Le Musée du Louvre, Paris : La Course Inoubliable de « Bande à part »
Dans « Bande à part » (1964), Godard orchestre l’une des scènes les plus audacieuses et emblématiques de son œuvre : la course effrénée à travers les galeries du **Musée du Louvre** par le trio d’acteurs principaux. Franz, Arthur et Odile, en quête de frissons et de fortune dans un Paris bohème, se lancent dans un pari fou : traverser le musée en un temps record. Cette séquence, filmée avec une énergie déconcertante et un sens aigu de la transgression, transforme le sanctuaire de l’art en terrain de jeu pour une jeunesse désinvolte et pleine de vie. Le Louvre, d’ordinaire lieu de recueillement et d’admiration silencieuse, est bousculé, désacralisé avec une élégance toute godardienne. C’est une ode à la spontanéité, à la liberté juvénile, et une manière subversive de réaffirmer que l’art est vivant, qu’il peut être approché avec fantaisie et irrévérence. La scène est devenue un véritable manifeste de la Nouvelle Vague, illustrant la capacité du cinéma à interroger et à réinventer les espaces, même les plus sacrés, avec une légèreté et une profondeur insoupçonnées.
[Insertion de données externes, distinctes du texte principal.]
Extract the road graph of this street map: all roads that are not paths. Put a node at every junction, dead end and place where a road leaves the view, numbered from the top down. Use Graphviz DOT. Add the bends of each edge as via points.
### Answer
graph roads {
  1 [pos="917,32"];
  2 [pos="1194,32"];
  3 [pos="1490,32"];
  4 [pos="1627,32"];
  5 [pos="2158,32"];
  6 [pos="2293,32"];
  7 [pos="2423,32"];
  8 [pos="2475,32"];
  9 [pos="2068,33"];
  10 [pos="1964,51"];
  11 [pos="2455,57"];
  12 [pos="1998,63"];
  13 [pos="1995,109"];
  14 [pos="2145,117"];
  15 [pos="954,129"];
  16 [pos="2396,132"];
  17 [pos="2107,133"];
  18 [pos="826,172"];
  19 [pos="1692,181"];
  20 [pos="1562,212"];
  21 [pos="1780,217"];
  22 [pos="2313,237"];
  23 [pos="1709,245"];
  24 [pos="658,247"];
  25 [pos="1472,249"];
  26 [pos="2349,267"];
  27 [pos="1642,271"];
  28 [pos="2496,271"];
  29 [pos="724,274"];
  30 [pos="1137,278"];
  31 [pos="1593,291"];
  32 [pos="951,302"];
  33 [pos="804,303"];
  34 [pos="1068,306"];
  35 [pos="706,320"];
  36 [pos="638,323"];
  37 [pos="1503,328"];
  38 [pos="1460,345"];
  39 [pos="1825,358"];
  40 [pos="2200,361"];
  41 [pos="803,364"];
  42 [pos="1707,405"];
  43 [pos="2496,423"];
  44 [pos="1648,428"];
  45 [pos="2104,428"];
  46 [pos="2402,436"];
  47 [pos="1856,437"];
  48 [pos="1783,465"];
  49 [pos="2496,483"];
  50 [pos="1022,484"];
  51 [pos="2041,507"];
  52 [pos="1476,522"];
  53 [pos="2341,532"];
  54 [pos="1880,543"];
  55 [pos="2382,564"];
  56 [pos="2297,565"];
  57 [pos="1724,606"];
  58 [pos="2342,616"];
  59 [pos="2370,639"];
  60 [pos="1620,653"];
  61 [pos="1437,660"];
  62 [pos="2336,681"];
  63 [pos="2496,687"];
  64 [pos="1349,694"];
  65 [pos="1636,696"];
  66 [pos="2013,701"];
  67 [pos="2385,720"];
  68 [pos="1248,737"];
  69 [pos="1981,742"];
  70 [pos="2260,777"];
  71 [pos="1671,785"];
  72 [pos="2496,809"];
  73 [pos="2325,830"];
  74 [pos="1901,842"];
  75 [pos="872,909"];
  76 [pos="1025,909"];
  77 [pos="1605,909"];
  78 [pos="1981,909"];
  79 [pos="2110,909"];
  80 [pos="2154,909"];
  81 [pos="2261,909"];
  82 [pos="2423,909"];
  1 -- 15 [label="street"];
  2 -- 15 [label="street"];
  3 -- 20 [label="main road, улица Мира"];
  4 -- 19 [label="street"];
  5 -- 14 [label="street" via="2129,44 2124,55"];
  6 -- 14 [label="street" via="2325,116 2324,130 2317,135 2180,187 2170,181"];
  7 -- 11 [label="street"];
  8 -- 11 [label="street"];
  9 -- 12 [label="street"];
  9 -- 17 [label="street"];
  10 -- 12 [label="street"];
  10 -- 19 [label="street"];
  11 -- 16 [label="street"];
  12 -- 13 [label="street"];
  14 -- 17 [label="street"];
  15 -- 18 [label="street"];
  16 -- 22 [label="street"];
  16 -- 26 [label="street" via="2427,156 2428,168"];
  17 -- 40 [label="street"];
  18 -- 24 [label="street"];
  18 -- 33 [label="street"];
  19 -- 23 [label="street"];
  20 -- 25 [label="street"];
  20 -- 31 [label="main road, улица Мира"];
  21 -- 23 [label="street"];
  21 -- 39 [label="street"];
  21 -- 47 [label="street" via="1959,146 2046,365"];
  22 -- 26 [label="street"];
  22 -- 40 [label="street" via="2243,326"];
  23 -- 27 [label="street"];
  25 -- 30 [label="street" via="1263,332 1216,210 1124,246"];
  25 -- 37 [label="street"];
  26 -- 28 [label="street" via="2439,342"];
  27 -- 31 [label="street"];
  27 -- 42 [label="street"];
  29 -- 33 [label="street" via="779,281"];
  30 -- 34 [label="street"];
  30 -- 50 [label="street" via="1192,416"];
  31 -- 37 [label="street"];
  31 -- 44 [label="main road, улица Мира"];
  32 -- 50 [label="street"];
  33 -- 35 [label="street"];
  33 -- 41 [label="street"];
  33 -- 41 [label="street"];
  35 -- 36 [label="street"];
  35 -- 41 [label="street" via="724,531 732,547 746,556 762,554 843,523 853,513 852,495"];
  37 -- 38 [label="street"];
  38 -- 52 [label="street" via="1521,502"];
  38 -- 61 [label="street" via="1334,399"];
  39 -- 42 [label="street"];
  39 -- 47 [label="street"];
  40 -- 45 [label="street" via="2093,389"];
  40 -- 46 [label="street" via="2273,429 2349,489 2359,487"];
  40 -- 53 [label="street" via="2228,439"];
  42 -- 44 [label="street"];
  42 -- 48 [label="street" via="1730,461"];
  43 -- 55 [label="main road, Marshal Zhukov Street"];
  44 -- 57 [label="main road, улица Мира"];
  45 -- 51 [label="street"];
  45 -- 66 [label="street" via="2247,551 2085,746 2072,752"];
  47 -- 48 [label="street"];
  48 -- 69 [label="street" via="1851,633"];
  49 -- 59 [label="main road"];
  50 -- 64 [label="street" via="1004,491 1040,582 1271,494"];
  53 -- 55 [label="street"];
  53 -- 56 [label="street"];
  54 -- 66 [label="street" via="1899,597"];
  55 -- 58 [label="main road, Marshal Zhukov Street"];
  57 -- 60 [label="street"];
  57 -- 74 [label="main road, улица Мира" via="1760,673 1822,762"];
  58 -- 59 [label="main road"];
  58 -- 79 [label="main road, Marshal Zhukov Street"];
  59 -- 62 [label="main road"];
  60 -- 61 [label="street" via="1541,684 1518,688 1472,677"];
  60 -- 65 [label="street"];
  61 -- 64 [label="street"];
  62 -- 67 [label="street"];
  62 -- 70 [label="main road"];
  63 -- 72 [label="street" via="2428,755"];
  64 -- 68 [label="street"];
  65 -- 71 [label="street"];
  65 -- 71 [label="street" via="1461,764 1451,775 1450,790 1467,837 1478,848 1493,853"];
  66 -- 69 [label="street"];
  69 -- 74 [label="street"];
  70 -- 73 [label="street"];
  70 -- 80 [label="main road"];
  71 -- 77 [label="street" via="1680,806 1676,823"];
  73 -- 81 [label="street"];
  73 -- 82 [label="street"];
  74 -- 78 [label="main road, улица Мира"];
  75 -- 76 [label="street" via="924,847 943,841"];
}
Ce passage iconique confère au Louvre une nouvelle dimension, celle d’un espace de liberté illimitée.

De Capri à Paris, en passant par les îles du Sud et les rives suisses, Jean-Luc Godard a su, avec une virtuosité inégalée, transformer chaque lieu en un miroir des âmes et des époques. Ses films sont une invitation perpétuelle à voyager, non seulement à travers les géographies, mais aussi à travers les émotions et les idées. Ces destinations, qu’il a magnifiées par son regard unique, continuent de rayonner, chargées de l’aura de son génie et de l’empreinte indélébile qu’il a laissée sur le septième art. Il nous rappelle que le monde est une scène, et que chaque coin de rue peut receler une histoire, si seulement l’on prend le temps de le regarder avec les yeux d’un poète.